* [What the exercise asks] Please copy all of the data that follows exactly, leaving any pictures out.

- - -

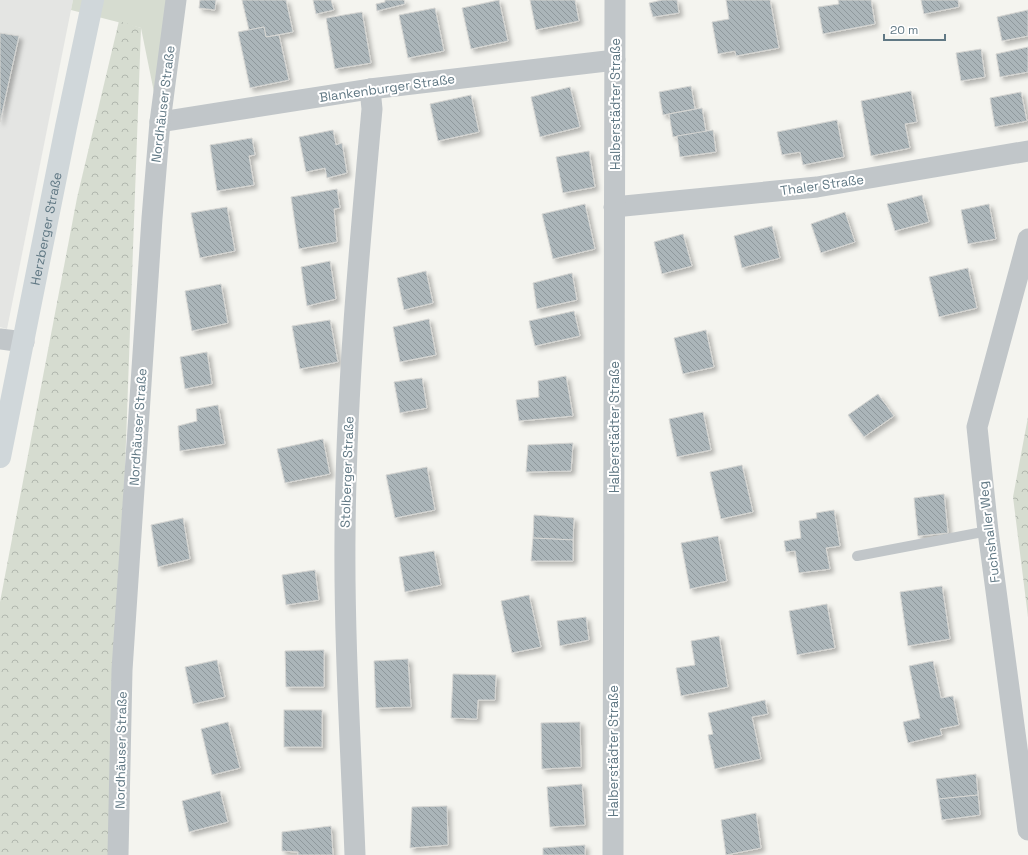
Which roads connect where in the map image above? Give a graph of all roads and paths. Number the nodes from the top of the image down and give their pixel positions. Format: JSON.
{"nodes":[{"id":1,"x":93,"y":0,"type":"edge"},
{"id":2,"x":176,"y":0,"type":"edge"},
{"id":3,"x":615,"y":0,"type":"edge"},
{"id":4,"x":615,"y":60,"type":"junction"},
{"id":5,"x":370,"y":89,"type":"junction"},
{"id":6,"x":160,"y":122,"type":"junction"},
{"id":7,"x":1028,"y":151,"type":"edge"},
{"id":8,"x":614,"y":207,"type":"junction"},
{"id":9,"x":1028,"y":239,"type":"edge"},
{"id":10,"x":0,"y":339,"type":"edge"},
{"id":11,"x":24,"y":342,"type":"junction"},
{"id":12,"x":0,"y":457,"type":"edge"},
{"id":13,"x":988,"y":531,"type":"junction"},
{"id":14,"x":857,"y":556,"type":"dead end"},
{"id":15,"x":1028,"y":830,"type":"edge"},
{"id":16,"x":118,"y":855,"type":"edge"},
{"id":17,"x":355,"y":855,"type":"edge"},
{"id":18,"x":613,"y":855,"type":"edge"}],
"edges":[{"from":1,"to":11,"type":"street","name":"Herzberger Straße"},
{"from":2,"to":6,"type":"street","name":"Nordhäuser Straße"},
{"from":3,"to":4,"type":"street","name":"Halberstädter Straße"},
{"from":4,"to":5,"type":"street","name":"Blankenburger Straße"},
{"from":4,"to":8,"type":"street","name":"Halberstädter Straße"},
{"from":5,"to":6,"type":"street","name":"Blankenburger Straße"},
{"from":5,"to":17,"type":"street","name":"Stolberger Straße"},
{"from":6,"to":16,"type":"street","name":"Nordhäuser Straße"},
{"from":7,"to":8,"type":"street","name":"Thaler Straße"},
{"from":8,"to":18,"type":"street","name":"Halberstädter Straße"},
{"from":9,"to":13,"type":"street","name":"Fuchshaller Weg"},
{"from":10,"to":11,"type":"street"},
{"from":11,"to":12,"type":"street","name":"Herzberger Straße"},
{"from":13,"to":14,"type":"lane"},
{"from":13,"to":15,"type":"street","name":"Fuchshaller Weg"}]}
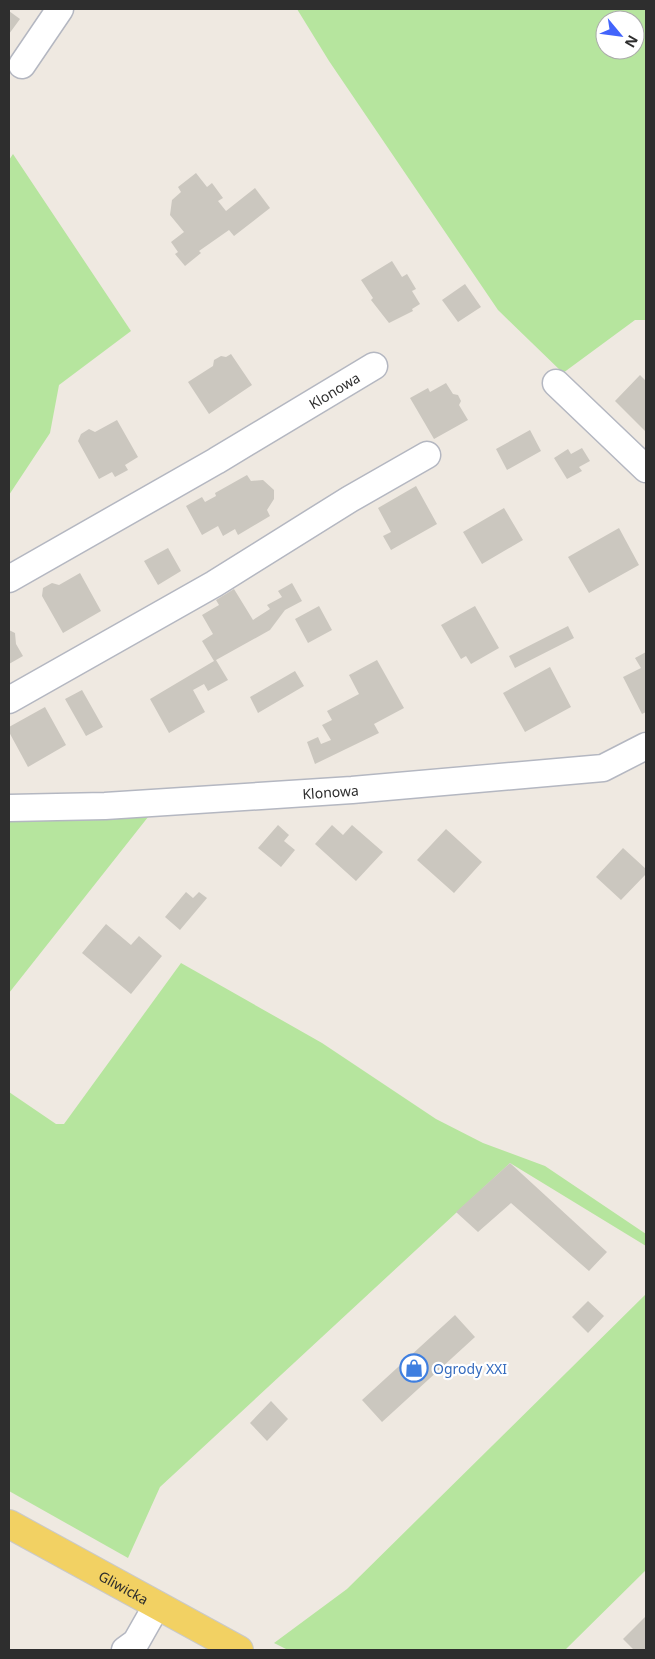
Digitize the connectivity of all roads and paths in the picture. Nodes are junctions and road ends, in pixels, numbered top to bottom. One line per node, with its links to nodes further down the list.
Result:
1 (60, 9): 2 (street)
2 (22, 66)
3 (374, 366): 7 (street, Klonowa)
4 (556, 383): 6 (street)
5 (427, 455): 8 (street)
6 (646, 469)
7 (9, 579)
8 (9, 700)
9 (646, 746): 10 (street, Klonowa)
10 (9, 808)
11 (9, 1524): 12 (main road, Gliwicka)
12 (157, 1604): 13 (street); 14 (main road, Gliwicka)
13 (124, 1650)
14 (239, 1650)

- - -

* [Result of the task]
Which roads connect where in the map image above? Give a graph of all roads and paths. Number the nodes from the top of the image down and give their pixel positions. Format: JSON.
{"nodes":[{"id":1,"x":93,"y":0,"type":"edge"},
{"id":2,"x":176,"y":0,"type":"edge"},
{"id":3,"x":615,"y":0,"type":"edge"},
{"id":4,"x":615,"y":60,"type":"junction"},
{"id":5,"x":370,"y":89,"type":"junction"},
{"id":6,"x":160,"y":122,"type":"junction"},
{"id":7,"x":1028,"y":151,"type":"edge"},
{"id":8,"x":614,"y":207,"type":"junction"},
{"id":9,"x":1028,"y":239,"type":"edge"},
{"id":10,"x":0,"y":339,"type":"edge"},
{"id":11,"x":24,"y":342,"type":"junction"},
{"id":12,"x":0,"y":457,"type":"edge"},
{"id":13,"x":988,"y":531,"type":"junction"},
{"id":14,"x":857,"y":556,"type":"dead end"},
{"id":15,"x":1028,"y":830,"type":"edge"},
{"id":16,"x":118,"y":855,"type":"edge"},
{"id":17,"x":355,"y":855,"type":"edge"},
{"id":18,"x":613,"y":855,"type":"edge"}],
"edges":[{"from":1,"to":11,"type":"street","name":"Herzberger Straße"},
{"from":2,"to":6,"type":"street","name":"Nordhäuser Straße"},
{"from":3,"to":4,"type":"street","name":"Halberstädter Straße"},
{"from":4,"to":5,"type":"street","name":"Blankenburger Straße"},
{"from":4,"to":8,"type":"street","name":"Halberstädter Straße"},
{"from":5,"to":6,"type":"street","name":"Blankenburger Straße"},
{"from":5,"to":17,"type":"street","name":"Stolberger Straße"},
{"from":6,"to":16,"type":"street","name":"Nordhäuser Straße"},
{"from":7,"to":8,"type":"street","name":"Thaler Straße"},
{"from":8,"to":18,"type":"street","name":"Halberstädter Straße"},
{"from":9,"to":13,"type":"street","name":"Fuchshaller Weg"},
{"from":10,"to":11,"type":"street"},
{"from":11,"to":12,"type":"street","name":"Herzberger Straße"},
{"from":13,"to":14,"type":"lane"},
{"from":13,"to":15,"type":"street","name":"Fuchshaller Weg"}]}
Digitize the connectivity of all roads and paths in the picture. Nodes are junctions and road ends, in pixels, numbered top to bottom. One line per node, with its links to nodes further down the list.
Result:
1 (60, 9): 2 (street)
2 (22, 66)
3 (374, 366): 7 (street, Klonowa)
4 (556, 383): 6 (street)
5 (427, 455): 8 (street)
6 (646, 469)
7 (9, 579)
8 (9, 700)
9 (646, 746): 10 (street, Klonowa)
10 (9, 808)
11 (9, 1524): 12 (main road, Gliwicka)
12 (157, 1604): 13 (street); 14 (main road, Gliwicka)
13 (124, 1650)
14 (239, 1650)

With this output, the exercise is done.